Nancy Olson remembered that, as Alan Lerner was working on My Fair Lady, a song was needed to show the love that Henry Higgins had for Eliza Doolittle, but could not express. She recounted one day when she brought lunch downstairs for Alan, he commented “you have a very pretty face”, to which she responded, “you just noticed?!” Alan went on to say, “I’ve grown accustomed to your face”, after which he thoughtfully paused and realized he had the foundation for the song he needed for Henry Higgins. My Fair Lady, which was dedicated to Nancy, went on to be a highly successful Broadway show and, later, an Oscar®-winning Best Picture.
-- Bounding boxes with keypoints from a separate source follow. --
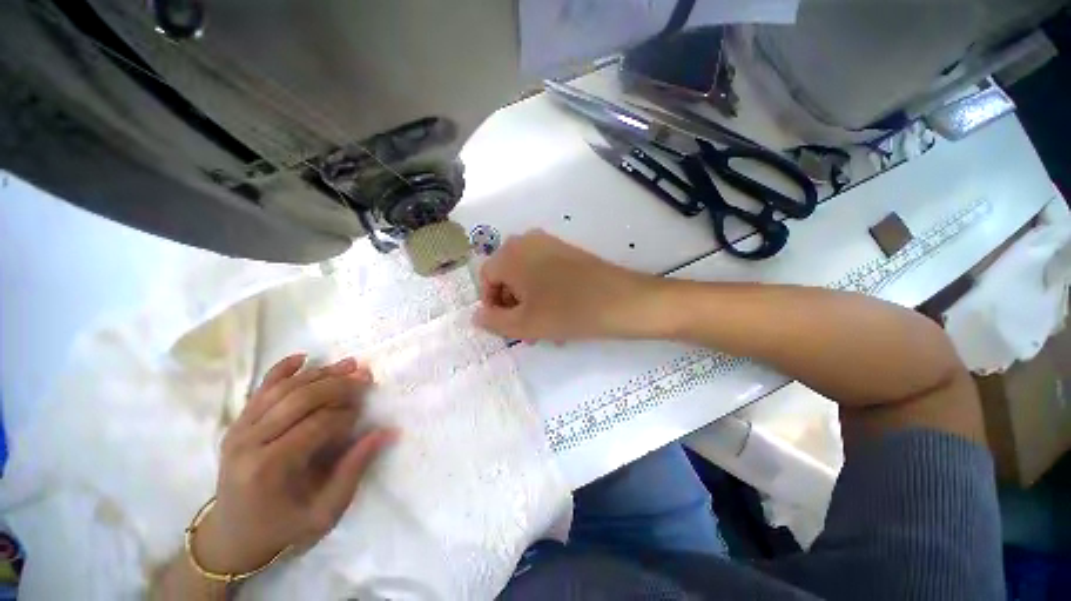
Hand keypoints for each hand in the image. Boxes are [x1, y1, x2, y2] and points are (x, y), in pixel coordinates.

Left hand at [192, 355, 396, 574]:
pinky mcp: (236, 424)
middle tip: (365, 376)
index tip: (363, 414)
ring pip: (283, 389)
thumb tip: (386, 432)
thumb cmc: (282, 528)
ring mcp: (239, 430)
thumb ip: (354, 470)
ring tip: (349, 364)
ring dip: (319, 373)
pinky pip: (260, 390)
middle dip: (338, 385)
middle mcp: (249, 443)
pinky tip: (302, 357)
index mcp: (270, 468)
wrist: (231, 537)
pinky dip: (281, 370)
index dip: (346, 414)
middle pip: (300, 400)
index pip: (317, 425)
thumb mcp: (324, 513)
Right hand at [474, 230, 655, 341]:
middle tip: (526, 332)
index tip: (507, 327)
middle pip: (507, 278)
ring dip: (529, 304)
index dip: (492, 306)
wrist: (622, 300)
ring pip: (527, 278)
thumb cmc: (567, 312)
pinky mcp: (567, 251)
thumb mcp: (524, 324)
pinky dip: (545, 294)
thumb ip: (493, 322)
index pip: (486, 279)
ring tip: (544, 329)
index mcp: (510, 254)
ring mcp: (550, 244)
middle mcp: (526, 241)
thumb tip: (476, 316)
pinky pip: (545, 273)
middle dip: (513, 307)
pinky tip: (558, 315)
The marriage did not last, however, and Nancy found herself alone raising her two daughters. After a long hiatus from the screen, Nancy received a call from her agent stating that Walt Disney had asked if she would consider being in a new type of film he was producing that would boast top notch Hollywood acting talent. She had planned to go to California anyway and agreed to test for the part of Nancy Furman, the housemaid in Pollyanna. She was offered the part and accepted. She noticed immediately how different the Walt Disney Studios were from the other Hollywood studios. It was clean and there was a sense of family. It was an outgoing and friendly atmosphere, she remembered. She and Walt Disney understood each other. They both had a Midwestern upbringing and therefore understood one another from the beginning.

Ms.Olson shared a memory of Hayley Mills coaching her younger brother, Jonathan, who was preparing for an audition. Haley told her brother, “look straight at the camera and mean what you say.” It was simple and yet profound advice from such a young actress. Nancy stated that she really enjoyed working with the film’s director David Swift. He had a certain “joie d’vivre”, a kind man whose enthusiasm was infectious she recalled.
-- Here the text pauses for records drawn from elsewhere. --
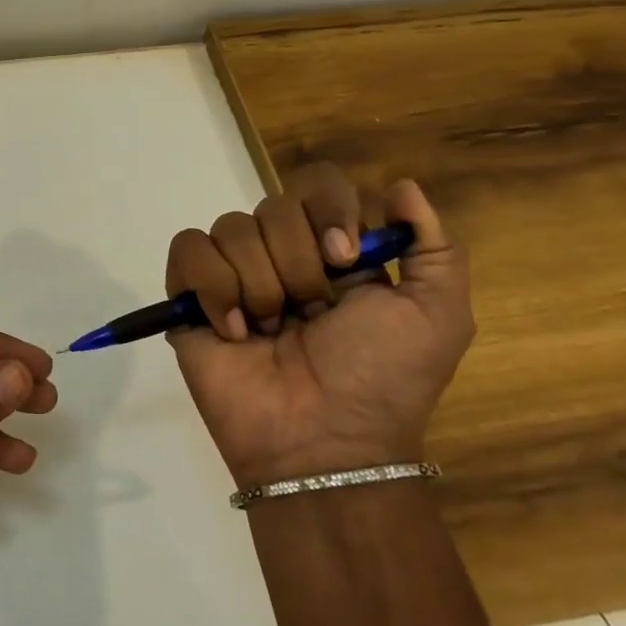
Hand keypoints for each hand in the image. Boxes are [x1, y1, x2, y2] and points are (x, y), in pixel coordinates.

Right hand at [166, 164, 472, 487]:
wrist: (321, 440)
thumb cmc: (383, 379)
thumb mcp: (437, 316)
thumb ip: (435, 247)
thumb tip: (400, 186)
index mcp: (333, 252)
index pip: (318, 185)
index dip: (329, 211)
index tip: (344, 259)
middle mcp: (280, 255)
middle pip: (272, 205)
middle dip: (296, 265)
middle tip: (309, 314)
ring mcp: (232, 275)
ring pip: (230, 228)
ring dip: (259, 286)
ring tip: (269, 332)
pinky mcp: (189, 296)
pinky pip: (188, 250)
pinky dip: (214, 290)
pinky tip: (234, 332)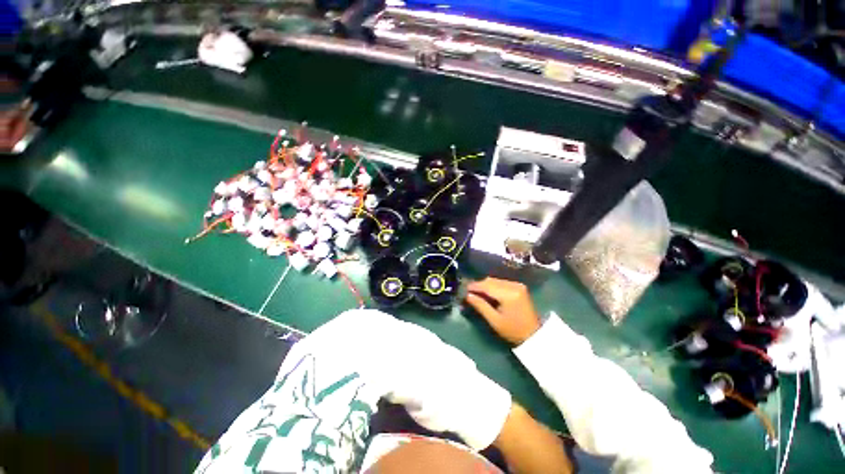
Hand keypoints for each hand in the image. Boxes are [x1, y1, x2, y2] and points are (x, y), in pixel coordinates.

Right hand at [466, 277, 541, 344]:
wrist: (534, 335)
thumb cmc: (513, 331)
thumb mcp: (494, 320)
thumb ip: (480, 305)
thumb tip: (467, 295)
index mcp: (509, 294)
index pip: (487, 286)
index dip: (474, 286)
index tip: (463, 289)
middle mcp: (514, 285)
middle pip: (491, 281)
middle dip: (478, 285)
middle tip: (468, 292)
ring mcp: (518, 285)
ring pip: (495, 280)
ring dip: (485, 285)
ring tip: (476, 293)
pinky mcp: (519, 286)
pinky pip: (501, 282)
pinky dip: (493, 286)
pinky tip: (488, 293)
Nancy Olson’s relationship with the Disney Studios continued in The Absent Minded Professor (1961) and Son of Flubber (1963) playing opposite Fred MacMurray. She said that MacMurray was the consummate professional actor with a wonderful sense of comedic timing. During this period, Nancy met and married her second husband, the late Alan Livingston. Livingston had an accomplished career and was responsible for the creation of the popular Bonanza television series and the character of Bozo the Clown. He signed Frank Sinatra to Capitol Records after Sinatra left Columbia.
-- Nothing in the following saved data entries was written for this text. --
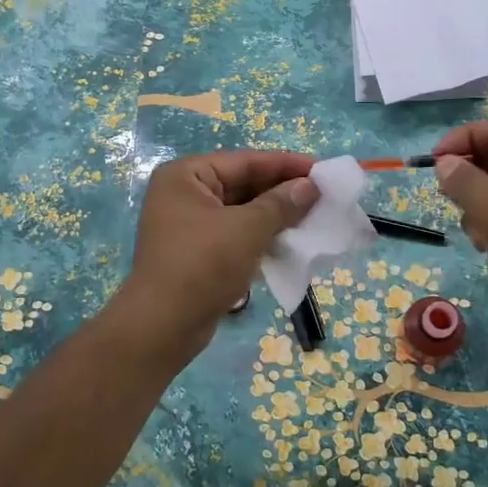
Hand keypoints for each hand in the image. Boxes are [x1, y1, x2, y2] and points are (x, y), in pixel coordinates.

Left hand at [115, 151, 318, 362]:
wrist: (164, 325)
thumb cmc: (203, 264)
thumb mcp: (247, 229)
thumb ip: (280, 204)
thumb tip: (310, 186)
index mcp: (186, 176)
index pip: (244, 162)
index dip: (285, 164)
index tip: (322, 169)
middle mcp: (183, 194)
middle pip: (242, 184)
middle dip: (282, 191)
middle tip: (323, 196)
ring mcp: (188, 226)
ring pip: (241, 212)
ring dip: (275, 216)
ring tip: (314, 218)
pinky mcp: (197, 254)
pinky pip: (235, 235)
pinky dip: (260, 236)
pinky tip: (290, 242)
Nancy Olson ended the program by pointing out how much Walt Disney and his family have supported the arts. Not only through the motion pictures that Walt produced, but through his patronage of CalArts and Lillian Disney’s generous gift which resulted in perhaps the finest music venue in the world, The Walt Disney Concert Hall. The legacy continues today with The Walt Disney Family Foundation’s creation of the The Walt Disney Family Museum, which includes the charming theater in which this event was held.

The hour of conversation with Academy Award Nominee and Disney favorite Nancy Olson was insightful, introspective, and illuminating. Her recollections, candor and humorous anecdotes were well received by an appreciative audience.